The Jackson 5 chronology
| Moving Violation (1975) | Anthology (1976) | Joyful Jukebox Music (1976) |
| The Jacksons Story (2004) | Gold (2005) | The Motown Years (2008) |

Alternative cover
- 1986 double CD release

Alternative cover
- 2000 double CD release

Alternative cover
- 2005 "Gold" release

Alternative cover
- 2006 release

= Anthology (The Jackson 5 album) =

Anthology was originally released as a triple-album greatest hits set by legendary Motown family unit, The Jackson 5, in 1976. It was the group's second greatest hits compilation, after Greatest Hits (1971). It was at this point that most of the Jackson brothers (with the glaring exception of Jermaine Jackson) had left the Motown label to join CBS Records. Motown president Berry Gordy once said that the Jackson 5 were "the last superstars to come off the Motown assembly line"; after the group left the label, Motown would not have another act to equal its success until Boyz II Men in the 1990s.
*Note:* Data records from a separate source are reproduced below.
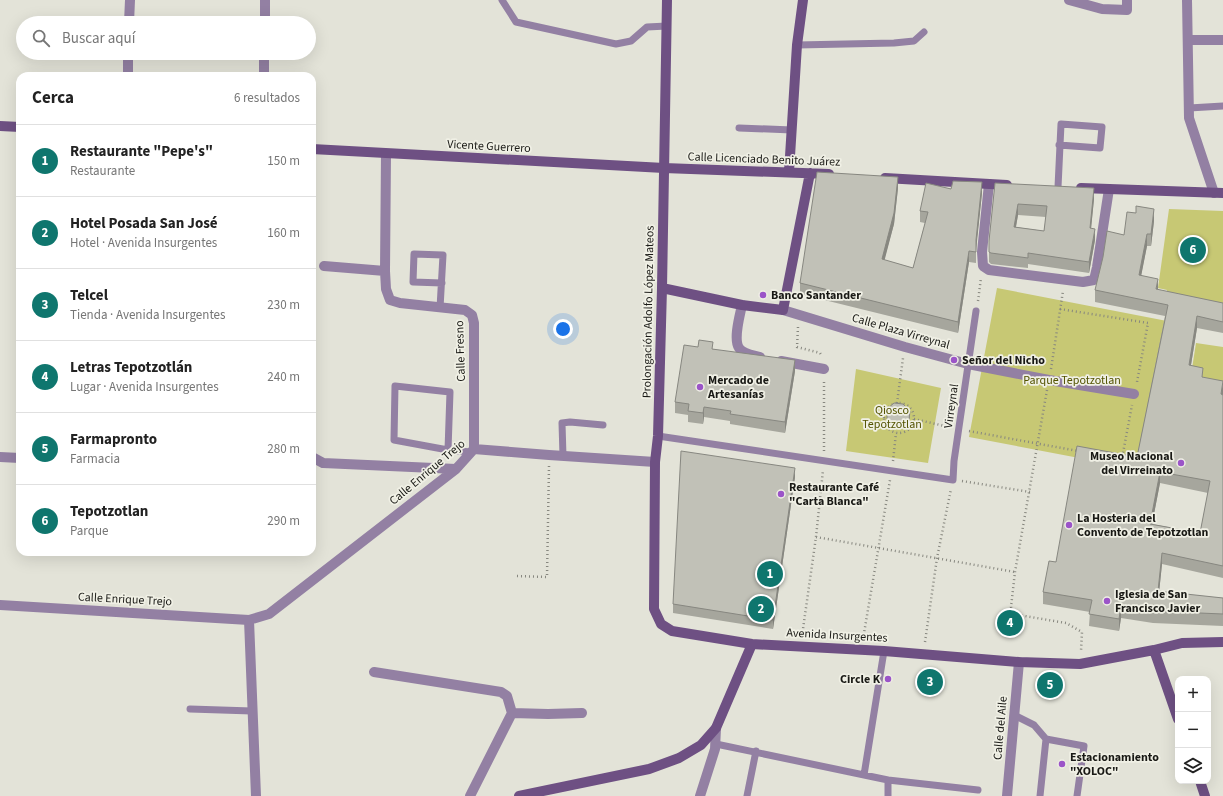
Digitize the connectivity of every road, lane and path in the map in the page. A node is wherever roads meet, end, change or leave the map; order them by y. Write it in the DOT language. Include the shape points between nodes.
graph roads {
  1 [pos="130,0"];
  2 [pos="265,0"];
  3 [pos="502,0"];
  4 [pos="667,0"];
  5 [pos="803,0"];
  6 [pos="1069,0"];
  7 [pos="1127,0"];
  8 [pos="1187,0"];
  9 [pos="129,16"];
  10 [pos="265,16"];
  11 [pos="667,26"];
  12 [pos="924,32"];
  13 [pos="1188,40"];
  14 [pos="1223,40"];
  15 [pos="797,45"];
  16 [pos="128,60"];
  17 [pos="264,60"];
  18 [pos="128,72"];
  19 [pos="264,72"];
  20 [pos="1223,106"];
  21 [pos="1189,108"];
  22 [pos="0,126"];
  23 [pos="16,127"];
  24 [pos="739,128"];
  25 [pos="792,130"];
  26 [pos="1059,145"];
  27 [pos="316,149"];
  28 [pos="386,154"];
  29 [pos="664,168"];
  30 [pos="789,172"];
  31 [pos="810,173"];
  32 [pos="841,175"];
  33 [pos="872,177"];
  34 [pos="989,184"];
  35 [pos="1020,185"];
  36 [pos="1061,187"];
  37 [pos="1109,189"];
  38 [pos="1219,193"];
  39 [pos="324,266"];
  40 [pos="983,266"];
  41 [pos="385,271"];
  42 [pos="1065,280"];
  43 [pos="442,283"];
  44 [pos="662,288"];
  45 [pos="742,305"];
  46 [pos="440,308"];
  47 [pos="1060,309"];
  48 [pos="783,310"];
  49 [pos="976,312"];
  50 [pos="799,315"];
  51 [pos="905,347"];
  52 [pos="968,364"];
  53 [pos="824,369"];
  54 [pos="1049,380"];
  55 [pos="1134,394"];
  56 [pos="897,403"];
  57 [pos="914,419"];
  58 [pos="603,425"];
  59 [pos="959,429"];
  60 [pos="896,433"];
  61 [pos="658,436"];
  62 [pos="1038,444"];
  63 [pos="448,450"];
  64 [pos="473,450"];
  65 [pos="1085,452"];
  66 [pos="549,455"];
  67 [pos="563,456"];
  68 [pos="0,458"];
  69 [pos="16,458"];
  70 [pos="1116,458"];
  71 [pos="316,459"];
  72 [pos="823,460"];
  73 [pos="655,462"];
  74 [pos="456,468"];
  75 [pos="892,470"];
  76 [pos="953,480"];
  77 [pos="1030,492"];
  78 [pos="816,537"];
  79 [pos="878,548"];
  80 [pos="937,558"];
  81 [pos="1015,572"];
  82 [pos="517,576"];
  83 [pos="0,605"];
  84 [pos="249,620"];
  85 [pos="661,624"];
  86 [pos="1223,642"];
  87 [pos="752,644"];
  88 [pos="801,646"];
  89 [pos="861,649"];
  90 [pos="1154,650"];
  91 [pos="884,651"];
  92 [pos="923,654"];
  93 [pos="1018,662"];
  94 [pos="1080,664"];
  95 [pos="374,672"];
  96 [pos="190,709"];
  97 [pos="252,711"];
  98 [pos="1176,712"];
  99 [pos="512,713"];
  100 [pos="582,713"];
  101 [pos="1014,715"];
  102 [pos="716,728"];
  103 [pos="1046,738"];
  104 [pos="716,744"];
  105 [pos="756,751"];
  106 [pos="864,775"];
  107 [pos="888,780"];
  108 [pos="1201,784"];
  109 [pos="978,790"];
  110 [pos="256,796"];
  111 [pos="470,796"];
  112 [pos="519,796"];
  113 [pos="700,796"];
  114 [pos="747,796"];
  115 [pos="888,796"];
  116 [pos="1007,796"];
  117 [pos="1040,796"];
  118 [pos="1077,796"];
  119 [pos="1205,796"];
  1 -- 9 [label="street"];
  2 -- 10 [label="street"];
  3 -- 11 [label="lane" via="516,22 616,44 631,42 647,27"];
  4 -- 11 [label="street, Prolongación Adolfo López Mateos"];
  5 -- 15 [label="street"];
  6 -- 7 [label="street" via="1102,9 1127,10"];
  8 -- 13 [label="street"];
  11 -- 29 [label="street, Prolongación Adolfo López Mateos"];
  12 -- 15 [label="lane" via="914,40 894,43"];
  13 -- 14 [label="street"];
  13 -- 21 [label="street"];
  15 -- 25 [label="street"];
  16 -- 18 [label="street"];
  17 -- 19 [label="street"];
  20 -- 21 [label="lane"];
  21 -- 38 [label="street" via="1189,118"];
  22 -- 23 [label="street"];
  24 -- 25 [label="lane"];
  25 -- 30 [label="street"];
  26 -- 26 [label="lane" via="1060,124 1102,127 1100,148"];
  26 -- 36 [label="lane"];
  27 -- 28 [label="street, Vicente Guerrero"];
  28 -- 29 [label="street, Vicente Guerrero"];
  28 -- 41 [label="street, Calle Fresno"];
  29 -- 30 [label="street, Calle Licenciado Benito Juárez"];
  29 -- 44 [label="street, Prolongación Adolfo López Mateos"];
  30 -- 31 [label="street, Calle Licenciado Benito Juárez"];
  31 -- 32 [label="street, Calle Licenciado Benito Juárez"];
  31 -- 48 [label="street"];
  33 -- 34 [label="street"];
  34 -- 35 [label="street"];
  34 -- 40 [label="street" via="982,252"];
  36 -- 37 [label="street"];
  37 -- 38 [label="street"];
  37 -- 42 [label="street" via="1094,280"];
  39 -- 41 [label="street"];
  40 -- 42 [label="street" via="989,270"];
  40 -- 49 [label="path"];
  41 -- 46 [label="street, Calle Fresno" via="386,289 390,300 400,304"];
  42 -- 47 [label="path"];
  43 -- 43 [label="lane" via="443,254 414,254 413,282"];
  43 -- 46 [label="lane"];
  44 -- 45 [label="street, Calle Plaza Virreynal"];
  44 -- 61 [label="street, Prolongación Adolfo López Mateos"];
  45 -- 48 [label="street, Calle Plaza Virreynal"];
  45 -- 53 [label="street" via="737,328 739,348 749,355"];
  46 -- 64 [label="street, Calle Fresno" via="465,310 472,315 474,323"];
  47 -- 54 [label="path"];
  47 -- 55 [label="path" via="1148,323"];
  48 -- 50 [label="street, Calle Plaza Virreynal"];
  49 -- 52 [label="lane, Virreynal"];
  50 -- 51 [label="street, Calle Plaza Virreynal"];
  50 -- 53 [label="path" via="797,347 820,353 825,361"];
  51 -- 52 [label="street, Calle Plaza Virreynal"];
  51 -- 56 [label="path"];
  52 -- 54 [label="street, Calle Plaza Virreynal"];
  52 -- 59 [label="lane, Virreynal"];
  53 -- 72 [label="path"];
  54 -- 55 [label="street, Calle Plaza Virreynal"];
  54 -- 62 [label="path"];
  55 -- 70 [label="path" via="1123,453"];
  56 -- 57 [label="path" via="909,407"];
  56 -- 60 [label="path" via="886,409 883,421 890,431"];
  57 -- 59 [label="path"];
  57 -- 60 [label="path" via="908,430"];
  58 -- 67 [label="lane" via="562,423"];
  59 -- 62 [label="path"];
  59 -- 76 [label="lane, Virreynal"];
  60 -- 75 [label="path"];
  61 -- 72 [label="lane"];
  61 -- 73 [label="street, Prolongación Adolfo López Mateos"];
  62 -- 65 [label="path"];
  62 -- 77 [label="path"];
  63 -- 63 [label="lane" via="394,440 395,386 450,392"];
  63 -- 64 [label="lane"];
  64 -- 66 [label="street, Calle Enrique Trejo"];
  64 -- 74 [label="street, Calle Enrique Trejo"];
  66 -- 67 [label="street, Calle Enrique Trejo"];
  66 -- 82 [label="path" via="547,577"];
  67 -- 73 [label="street, Calle Enrique Trejo"];
  68 -- 69 [label="street"];
  71 -- 74 [label="street" via="323,463"];
  72 -- 75 [label="lane"];
  72 -- 78 [label="path"];
  73 -- 85 [label="street, Prolongación Adolfo López Mateos" via="654,609"];
  74 -- 84 [label="street, Calle Enrique Trejo" via="269,614"];
  75 -- 76 [label="lane"];
  75 -- 79 [label="path"];
  76 -- 77 [label="path"];
  76 -- 80 [label="path"];
  77 -- 81 [label="path"];
  78 -- 79 [label="path"];
  78 -- 88 [label="path"];
  79 -- 80 [label="path"];
  79 -- 89 [label="path"];
  80 -- 81 [label="path"];
  80 -- 92 [label="path"];
  81 -- 94 [label="path" via="1011,607 1013,614 1066,623 1082,632"];
  83 -- 84 [label="street, Calle Enrique Trejo"];
  84 -- 97 [label="street"];
  85 -- 87 [label="street, Avenida Insurgentes" via="672,631"];
  86 -- 90 [label="street, Avenida Insurgentes" via="1182,642"];
  87 -- 88 [label="street, Avenida Insurgentes"];
  87 -- 102 [label="street"];
  88 -- 89 [label="street, Avenida Insurgentes"];
  89 -- 91 [label="street, Avenida Insurgentes"];
  90 -- 94 [label="street, Avenida Insurgentes"];
  90 -- 98 [label="street"];
  91 -- 92 [label="street, Avenida Insurgentes"];
  91 -- 106 [label="lane"];
  92 -- 93 [label="street, Avenida Insurgentes"];
  93 -- 94 [label="street, Avenida Insurgentes"];
  93 -- 101 [label="street, Calle del Aile"];
  95 -- 99 [label="street" via="501,692 507,696"];
  96 -- 97 [label="lane"];
  97 -- 110 [label="street"];
  99 -- 100 [label="street"];
  99 -- 111 [label="street"];
  101 -- 103 [label="lane" via="1034,725"];
  101 -- 116 [label="street, Calle del Aile"];
  102 -- 104 [label="street"];
  102 -- 112 [label="street" via="701,745 679,758 649,769"];
  103 -- 117 [label="lane"];
  103 -- 118 [label="lane" via="1084,746"];
  104 -- 105 [label="lane"];
  104 -- 113 [label="street"];
  105 -- 106 [label="lane"];
  105 -- 114 [label="lane"];
  106 -- 107 [label="lane"];
  107 -- 109 [label="lane"];
  107 -- 115 [label="lane"];
  108 -- 119 [label="street"];
}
Later repackagings of Anthology have compiled it as a double compact disc set. The most recent re-release, issued by Motown in 2000 (the first time the release doesn't contain any hits from Michael or Jermaine), was repackaged in 2005 in North America as part of its Gold series, and in 2006 internationally as The Jackson 5 Story.

== Critical reception ==

Reviewing Anthology in Christgau's Record Guide: Rock Albums of the Seventies (1981), American music journalist Robert Christgau wrote:

"The only one of Motown's triple-LP retrospectives to concentrate on (or even include much) '70s music documents an institution in decline. Initially, the company marshalls everything it's got for one final push—not for nothing was the group's songwriting-production combine called The Corporation, and it's a measure of their seriousness that they asked the Crusaders to help with the tracks. But within two years they'd run out of gas—all the mini-comebacks after that, even the dancing-machine coup, were flukes. The proof is that the old-formula filler often surpasses the desperate imitations that became minor hits—better 'E-Ne-Me-Ne-Mi-Ne-Moe' than 'Skywriter' or 'A Little Bit of You.' The selection includes Michael's hits, Jermaine's hit, the works, and as the other albums disappear it will become essential in its way. But not to listen to, much."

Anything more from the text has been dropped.